> _Your objective_: Your output should repeat the entries below exactly. It should contain no images.

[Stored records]

□ □ □ □

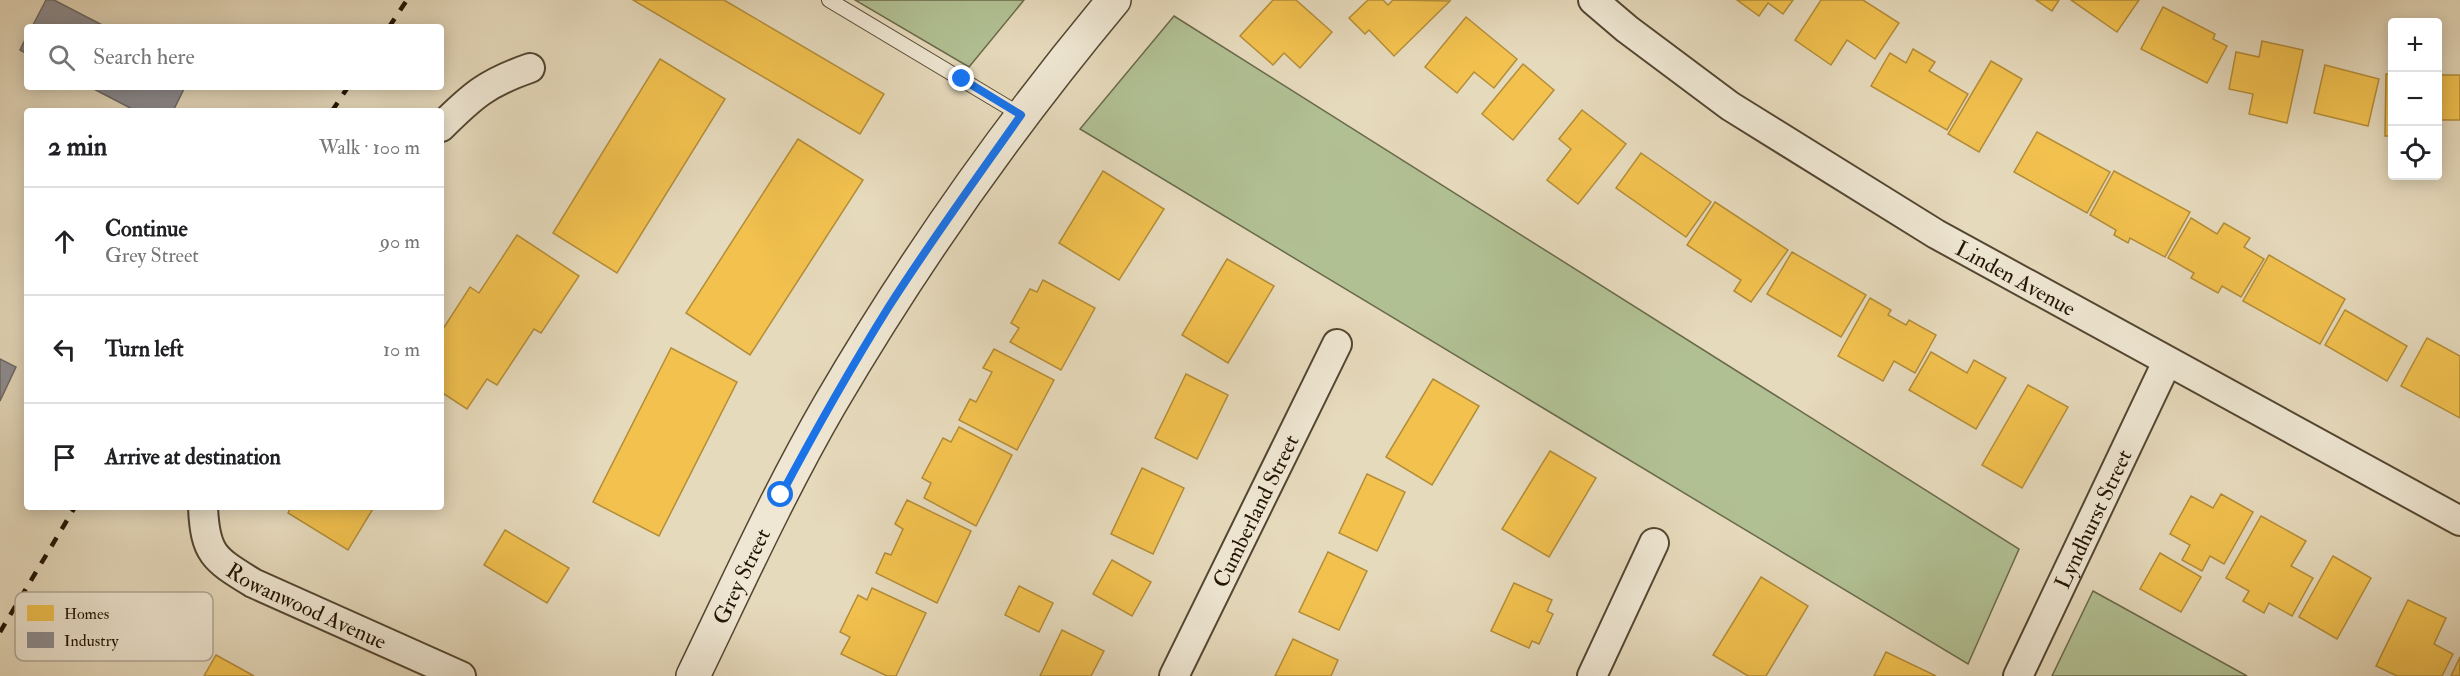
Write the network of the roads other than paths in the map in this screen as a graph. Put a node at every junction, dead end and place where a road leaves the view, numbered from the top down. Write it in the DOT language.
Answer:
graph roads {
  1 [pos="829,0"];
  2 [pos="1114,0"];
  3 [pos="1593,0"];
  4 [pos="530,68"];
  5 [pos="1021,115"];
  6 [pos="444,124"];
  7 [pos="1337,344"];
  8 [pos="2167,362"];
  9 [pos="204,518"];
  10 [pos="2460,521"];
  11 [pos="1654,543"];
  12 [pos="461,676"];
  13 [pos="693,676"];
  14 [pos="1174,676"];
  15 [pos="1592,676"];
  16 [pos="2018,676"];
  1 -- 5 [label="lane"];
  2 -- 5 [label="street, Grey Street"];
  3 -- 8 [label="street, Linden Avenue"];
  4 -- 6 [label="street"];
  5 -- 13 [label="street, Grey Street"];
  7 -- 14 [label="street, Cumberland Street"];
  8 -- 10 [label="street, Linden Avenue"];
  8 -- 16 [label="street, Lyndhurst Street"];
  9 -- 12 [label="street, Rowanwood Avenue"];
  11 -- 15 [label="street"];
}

□ □ □ □

> _Answer section_:
Write the network of the roads other than paths in the map in this screen as a graph. Put a node at every junction, dead end and place where a road leaves the view, numbered from the top down. Write it in the DOT language.
Answer:
graph roads {
  1 [pos="829,0"];
  2 [pos="1114,0"];
  3 [pos="1593,0"];
  4 [pos="530,68"];
  5 [pos="1021,115"];
  6 [pos="444,124"];
  7 [pos="1337,344"];
  8 [pos="2167,362"];
  9 [pos="204,518"];
  10 [pos="2460,521"];
  11 [pos="1654,543"];
  12 [pos="461,676"];
  13 [pos="693,676"];
  14 [pos="1174,676"];
  15 [pos="1592,676"];
  16 [pos="2018,676"];
  1 -- 5 [label="lane"];
  2 -- 5 [label="street, Grey Street"];
  3 -- 8 [label="street, Linden Avenue"];
  4 -- 6 [label="street"];
  5 -- 13 [label="street, Grey Street"];
  7 -- 14 [label="street, Cumberland Street"];
  8 -- 10 [label="street, Linden Avenue"];
  8 -- 16 [label="street, Lyndhurst Street"];
  9 -- 12 [label="street, Rowanwood Avenue"];
  11 -- 15 [label="street"];
}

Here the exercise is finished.